Carlo Rubbia è il quarto italiano ad avere ricevuto il Nobel per la fisica, dopo Marconi, Fermi e Segré. Il prestigioso riconoscimento arriva nel 1984, insieme all’olandese Simon van der Meer. Laureatosi nel 1957 alla Normale di Pisa, dopo un anno presso la Columbia University torna in Italia presso La Sapienza di Roma. Nel 1960 diventa ricercatore al Cern di Ginevra dove si occupa di ricerche inerenti la fisica delle particelle elementari. Lì promuove la modifica dell’acceleratore Spsp in un collisionatore protone-antiprotone; con questo nel 1983 scopre le particelle che sono responsabili dell’interazione debole. Riesce ad avere anche la conferma dell’unificazione della forza elettromagnetica e della interazione debole nella forza elettrodebole. Per queste ricerche viene premiato col Nobel.
Dal 1971 al 1988 insegna anche fisica presso l’Harvard University e dal 1989 al 1993 ha diretto il Cern di Ginevra. È stato presidente dell’Enea (1999­2005). Collabora con il Ciemat (Centro di ricerca sull’energia, l’ambiente e la tecnologia), un organismo spagnolo simile all’italiano Enea, per lo sviluppo del 'solare termodinamico'. È stato anche professore ordinario di Complementi di Fisica Superiore all’Università di Pavia. Attualmente è consulente per le questioni energetiche presso il ministero dell’Ambiente.
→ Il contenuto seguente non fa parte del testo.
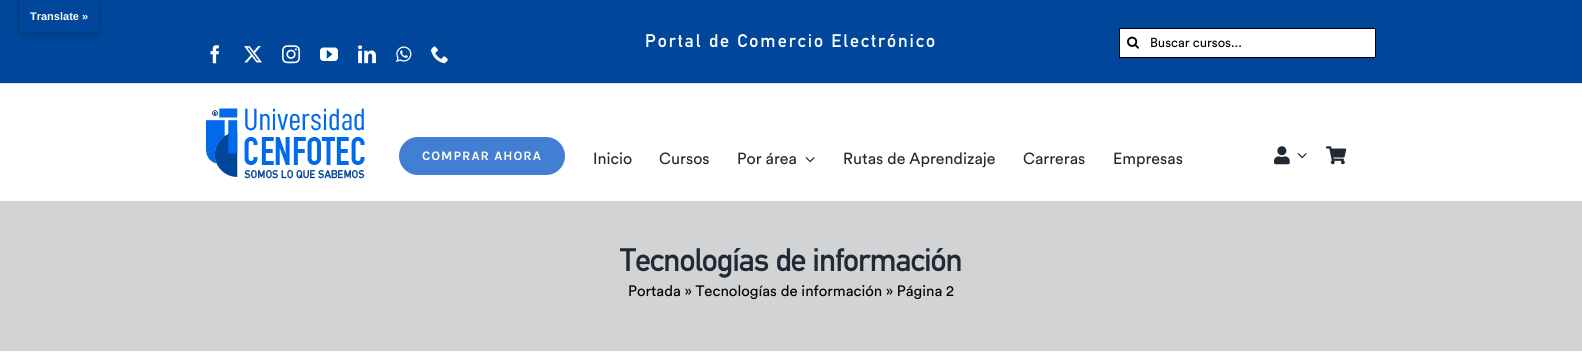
import math
import cairo

surface = cairo.ImageSurface(cairo.FORMAT_RGB24, 1582, 352)
cr = cairo.Context(surface)
options = cairo.FontOptions()
options.set_hint_metrics(cairo.HINT_METRICS_OFF)
options.set_hint_style(cairo.HINT_STYLE_NONE)
cr.set_font_options(options)
cr.set_miter_limit(4)


def rgb(code):
    cr.set_source_rgb(*(v / 255 for v in bytes.fromhex(code[-6:])))


def tracked(x, y, s, letter, word):
    cr.move_to(x, y)
    for ch in s:
        cr.show_text(ch)
        cr.rel_move_to(letter + word * (ch == ' '), 0)


def rrect(x, y, w, h, r):
    cr.new_sub_path()
    for i, (u, v) in enumerate([(x + w - r, y + h - r), (x + r, y + h - r), (x + r, y + r), (x + w - r, y + r)]):
        cr.arc(u, v, r, i * math.pi / 2, (i + 1) * math.pi / 2)
    cr.close_path()


def soft_shadow(x, y, w, h, r, blur, alpha):
    cr.push_group_with_content(cairo.CONTENT_ALPHA)
    cr.set_operator(cairo.OPERATOR_SOURCE)
    for i in range(15, -16, -2):
        e = blur * i / 6
        if min(w, h) + 2 * e > 0:
            cr.set_source_rgba(0, 0, 0, alpha * math.erfc((i - 1) / 8.5) / 2)
            rrect(x - e, y - e, w + 2 * e, h + 2 * e, max(0, min(r + e + blur * .6, min(w, h) / 2 + e)))
            cr.fill()
    cr.mask(cr.pop_group())


def image(path, x, y, w, h):
    cr.save()
    cr.set_source_surface(cairo.ImageSurface.create_from_png(path), x, y)
    cr.rectangle(x, y, w, h)
    cr.fill()
    cr.restore()


rgb("#ffffff")
cr.paint()
rgb("#00479b")
cr.rectangle(0, 0, 1582, 83)
cr.fill()
cr.save()
cr.set_fill_rule(cairo.FILL_RULE_EVEN_ODD)
cr.new_path()
cr.move_to(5, 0)
cr.line_to(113, 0)
cr.line_to(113, 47)
cr.line_to(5, 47)
cr.close_path()
cr.move_to(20, 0)
cr.line_to(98, 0)
cr.line_to(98, 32)
cr.line_to(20, 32)
cr.close_path()
cr.clip()
rgb("#000000")
soft_shadow(20, 0, 78, 32, 0, 4.5, 0.3)
cr.restore()
rgb("#ffffff")
cr.rectangle(1119.5, 28.5, 256, 29)
cr.fill_preserve()
rgb("#000000")
cr.set_line_width(1)
cr.stroke()
image("img/1.png", 1127, 36, 12, 13)
image("img/2.png", 210, 45, 9, 19)
image("img/3.png", 244, 46, 18, 17)
image("img/4.png", 282, 45, 18, 19)
image("img/5.png", 320, 47, 18, 14)
image("img/6.png", 358, 45, 18, 19)
image("img/7.png", 396, 46, 16, 16)
image("img/8.png", 431, 46, 17, 18)
rgb("#eaeaea")
cr.rectangle(0, 83, 1582, 1)
cr.fill()
image("img/9.png", 206, 108, 159, 71)
rgb("#427ed1")
rrect(399, 137, 166, 38, 19)
cr.fill()
image("img/10.png", 805, 157, 10, 6)
image("img/11.png", 1274, 146, 16, 19)
image("img/10.png", 1297, 153, 10, 6)
image("img/12.png", 1326, 146, 21, 19)
rgb("#d1d3d4")
cr.rectangle(0, 201, 1582, 150)
cr.fill()
cr.select_font_face("Liberation Sans", cairo.FONT_SLANT_NORMAL, cairo.FONT_WEIGHT_BOLD)
cr.set_font_size(11)
rgb("#ffffff")
cr.move_to(30, 20)
cr.show_text("Translate »")
cr.select_font_face("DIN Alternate", cairo.FONT_SLANT_NORMAL, cairo.FONT_WEIGHT_BOLD)
cr.set_font_size(18)
tracked(645, 47, "Portal de Comercio Electrónico", 2, 0)
cr.select_font_face("Circular")
cr.set_font_size(13)
rgb("#000000")
cr.move_to(1150, 47)
cr.show_text("Buscar cursos...")
cr.select_font_face("Karla", cairo.FONT_SLANT_NORMAL, cairo.FONT_WEIGHT_BOLD)
rgb("#ffffff")
tracked(422, 160, "COMPRAR AHORA", 1, 0)
cr.select_font_face("Circular")
cr.set_font_size(16)
rgb("#212934")
for x, y, s in [
    (593, 164, "Inicio"),
    (659, 164, "Cursos"),
    (737, 164, "Por área"),
    (843, 164, "Rutas de Aprendizaje"),
    (1023, 164, "Carreras"),
    (1113, 164, "Empresas"),
]:
    cr.move_to(x, y)
    cr.show_text(s)
cr.select_font_face("DIN Alternate", cairo.FONT_SLANT_NORMAL, cairo.FONT_WEIGHT_BOLD)
cr.set_font_size(32)
tracked(620, 271, "Tecnologías de información", -1, 0)
cr.select_font_face("Circular")
cr.set_font_size(15)
rgb("#000000")
cr.move_to(628, 296)
cr.show_text("Portada » Tecnologías de información » Página 2")
surface.write_to_png("page.png")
© Copyright Avvenire, 18 gennaio 2008

3 commenti:

brustef1 ha detto...

"I cervelloni del dipartimento di Fisica della Sapienza": l'ironia di Carlo Rubbia dice tutto

ondeb ha detto...

Rubbia dice di Ratzinger:

"Eb­bene, io posso testimoniare che quest’uomo è un personaggio di grande cultura, straordina­riamente aperto e quello che ha detto in questi consessi le sue posizioni sono state sem­pre di estrema chiarezza e di grande rilievo nel campo del­le scienze storiche e umanisti­che."

A chi credete? A Rubbia o a Scalfari?
:)

gemma ha detto...

anche questo è uno degli scienziati "falliti" e commisti ai palazzi della prima repubblica che difendono Ratzinger?